A journalist tries to cope with Sandy HookPublished 1:23pm Sunday, December 23, 2012
Column: Guest Column, by Abraham Swee
As a journalist, I have a curiosity problem. I also have an ego problem.
I love learning something new, and I certainly love being the first person to give you that information.
Every day I wake up thinking that something is going to happen — no matter how amazing, or dreary it really is — that I have the honor of learning about. Then, and here’s the fun part, I get to pass that knowledge onto someone else.
Rarely is there a story that I don’t want to tell. Rarely is there a story that hits so close to home that I’d like to just go home, rather than tell the story in the first place.
Dec. 14 was an exception.
I’ll be honest — on Dec. 14 I failed as a news junkie. I had worked the morning show at ABC5 — so instead of checking my twitter or ABC feed, I went to bed. I was in another world as our nation changed in mere minutes at Sandy Hook Elementary.
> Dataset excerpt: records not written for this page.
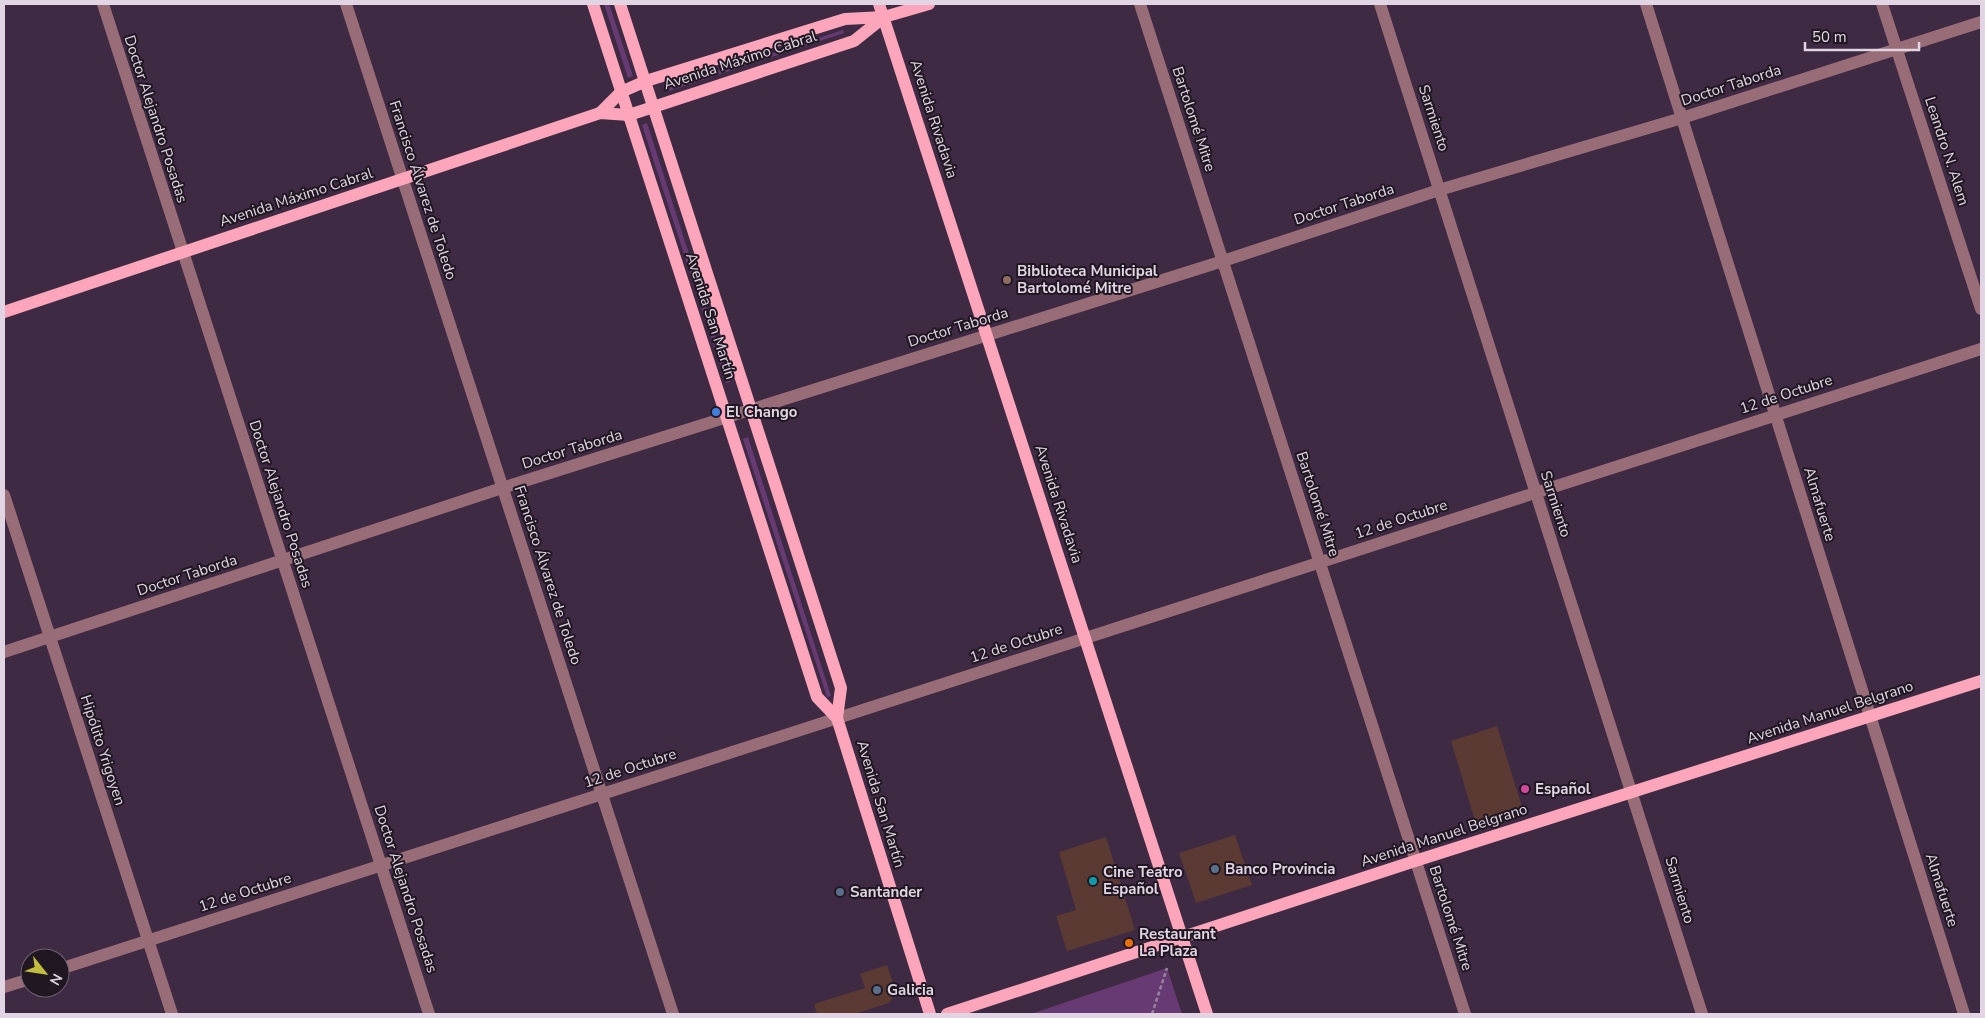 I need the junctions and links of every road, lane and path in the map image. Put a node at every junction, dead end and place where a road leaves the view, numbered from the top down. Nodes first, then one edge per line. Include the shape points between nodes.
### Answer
1 (103, 4) edge
2 (346, 4) edge
3 (593, 4) edge
4 (620, 4) edge
5 (879, 4) edge
6 (929, 4) edge
7 (1140, 4) edge
8 (1380, 4) edge
9 (1646, 4) edge
10 (1882, 4) edge
11 (884, 17) junction
12 (1981, 22) edge
13 (1896, 48) junction
14 (646, 81) junction
15 (621, 92) junction
16 (654, 106) junction
17 (600, 112) junction
18 (629, 115) junction
19 (1682, 118) junction
20 (402, 179) junction
21 (1439, 190) junction
22 (182, 252) junction
23 (1223, 261) junction
24 (1981, 309) edge
25 (4, 312) edge
26 (986, 335) junction
27 (1981, 349) edge
28 (751, 410) junction
29 (1776, 415) junction
30 (726, 417) junction
31 (502, 488) junction
32 (1536, 493) junction
33 (4, 495) edge
34 (282, 561) junction
35 (1320, 562) junction
36 (49, 637) junction
37 (1085, 638) junction
38 (4, 652) edge
39 (1981, 681) edge
40 (1870, 716) junction
41 (837, 718) junction
42 (1632, 793) junction
43 (602, 794) junction
44 (1416, 861) junction
45 (381, 865) junction
46 (1182, 938) junction
47 (148, 941) junction
48 (70, 966) edge
49 (1167, 968) dead end
50 (20, 982) edge
51 (4, 987) edge
52 (172, 1014) edge
53 (429, 1014) edge
54 (673, 1014) edge
55 (930, 1014) edge
56 (947, 1014) edge
57 (1152, 1014) edge
58 (1207, 1014) edge
59 (1466, 1014) edge
60 (1702, 1014) edge
61 (1964, 1014) edge

1 - 22 street, Doctor Alejandro Posadas
2 - 20 street, Francisco Álvarez de Toledo
3 - 15 main road, Avenida San Martín
4 - 14 main road, Avenida San Martín
5 - 11 main road, Avenida Rivadavia
6 - 11 main road, Avenida Máximo Cabral
7 - 23 street, Bartolomé Mitre
8 - 21 street, Sarmiento
9 - 19 street, Almafuerte
10 - 13 street, Leandro N. Alem
11 - 14 main road, Avenida Máximo Cabral via 845,19
11 - 16 main road, Avenida Máximo Cabral via 854,41
11 - 26 main road, Avenida Rivadavia
12 - 13 street, Doctor Taborda
13 - 19 street, Doctor Taborda
13 - 24 street, Leandro N. Alem
14 - 15 main road, Avenida Máximo Cabral
14 - 16 main road, Avenida San Martín
15 - 17 main road, Avenida Máximo Cabral
15 - 18 main road, Avenida San Martín
16 - 18 main road, Avenida Máximo Cabral
16 - 28 main road, Avenida San Martín
17 - 18 main road, Avenida Máximo Cabral
17 - 20 main road, Avenida Máximo Cabral
18 - 30 main road, Avenida San Martín
19 - 21 street, Doctor Taborda
19 - 29 street, Almafuerte
20 - 22 main road, Avenida Máximo Cabral
20 - 31 street, Francisco Álvarez de Toledo
21 - 23 street, Doctor Taborda
21 - 32 street, Sarmiento
22 - 25 main road, Avenida Máximo Cabral
22 - 34 street, Doctor Alejandro Posadas
23 - 26 street, Doctor Taborda
23 - 35 street, Bartolomé Mitre
26 - 28 street, Doctor Taborda
26 - 37 main road, Avenida Rivadavia
27 - 29 street, 12 de Octubre
28 - 30 street, Doctor Taborda
28 - 41 main road, Avenida San Martín via 841,688
29 - 32 street, 12 de Octubre
29 - 40 street, Almafuerte
30 - 31 street, Doctor Taborda
30 - 41 main road, Avenida San Martín via 817,697
31 - 34 street, Doctor Taborda
31 - 43 street, Francisco Álvarez de Toledo
32 - 35 street, 12 de Octubre
32 - 42 street, Sarmiento
33 - 36 street, Hipólito Yrigoyen
34 - 36 street, Doctor Taborda
34 - 45 street, Doctor Alejandro Posadas
35 - 37 street, 12 de Octubre
35 - 44 street, Bartolomé Mitre
36 - 38 street, Doctor Taborda
36 - 47 street, Hipólito Yrigoyen
37 - 41 street, 12 de Octubre
37 - 46 main road, Avenida Rivadavia
39 - 40 main road, Avenida Manuel Belgrano
40 - 42 main road, Avenida Manuel Belgrano
40 - 61 street, Almafuerte
41 - 43 street, 12 de Octubre
41 - 55 main road, Avenida San Martín
42 - 44 main road, Avenida Manuel Belgrano
42 - 60 street, Sarmiento
43 - 45 street, 12 de Octubre
43 - 54 street, Francisco Álvarez de Toledo
44 - 46 main road, Avenida Manuel Belgrano
44 - 59 street, Bartolomé Mitre
45 - 47 street, 12 de Octubre
45 - 53 street, Doctor Alejandro Posadas
46 - 56 main road, Avenida Manuel Belgrano
46 - 58 main road, Avenida Rivadavia
47 - 48 street, 12 de Octubre
47 - 52 street, Hipólito Yrigoyen
49 - 57 path
50 - 51 street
It wasn’t until I woke up that I felt the feeling of failure. I had missed the big story.
And it wasn’t until about an hour later, after taking in as much content as I could, that I realized this was a story I didn’t want to tell. That this was a story that should never have been told.
As a journalist, I live to inform. But I also work to make this world a better place. And therefore, instead of claiming success, on Friday night, I took a few moments to grieve. The world was not a better place on Friday — instead it was simply without 20 of its newest, most vulnerable members.
Over the weekend, a new feeling of dread slowly appeared — one that forced me to feel as if my own job was under attack. Comments by so many people blamed the media for this tragedy. In essence their posts online said that by glorifying previous shooters, journalists helped spur this latest act of senselessness.
Once again, I felt helpless. Did I really contribute to the heartbreak?
My resounding answer today, is no. I did not, nor did any of my colleagues, put a gun in that young man’s hand. It was not us, but an angry, violent person who took from this world so many, little miracles.
Yes, in the past I’ve been forced to report on some horrific events, and a lot of my time on the air has been spent on their perpetrators. But that’s my job, and it must continue to be. We must at least attempt to understand people who commit such acts… so that we can forge an attempt at a better future.
And while my viewers may try to place the blame on their informer, I urge them to remember that its my duty to tell a whole, complete story — from its beginning — no matter how horrible — all the way to the end. We must be an informed society to better our communities.
Finally, as I returned to work Monday, I was a bit distracted in my producing pod. I couldn’t help but think of my mother as she headed to school. Will she ever need to lock her second-graders in a closet? Would she ever need to act as a human shield to protect the students she loves and cares for so much? And more than anything, I hope she never has to show the bravery that the teachers at Sandy Hook Elementary showed Dec. 14.
In any tragedy, I always believe the light outshines the dark. And that is the real reason I am a journalist. I tell the stories of heroes — stories of people that remind me good will always prevail. They are stories that may cause a few tears to trickle down my cheek, but they are also ones that restore my faith in humanity.
And so, while I will continue to tell this story of horrific tragedy — that part of the story is only the beginning. It is one, which when I take a step back, I realize is incredibly small.
It only takes a little light to brighten up a room. And that light, especially when the dark is so black, is practically blinding in itself.
Abraham Swee is a broadcast journalist and theatre professional currently residing in central Iowa. He is a recent graduate of Drake University and holds degrees in both musical theatre and broadcast news.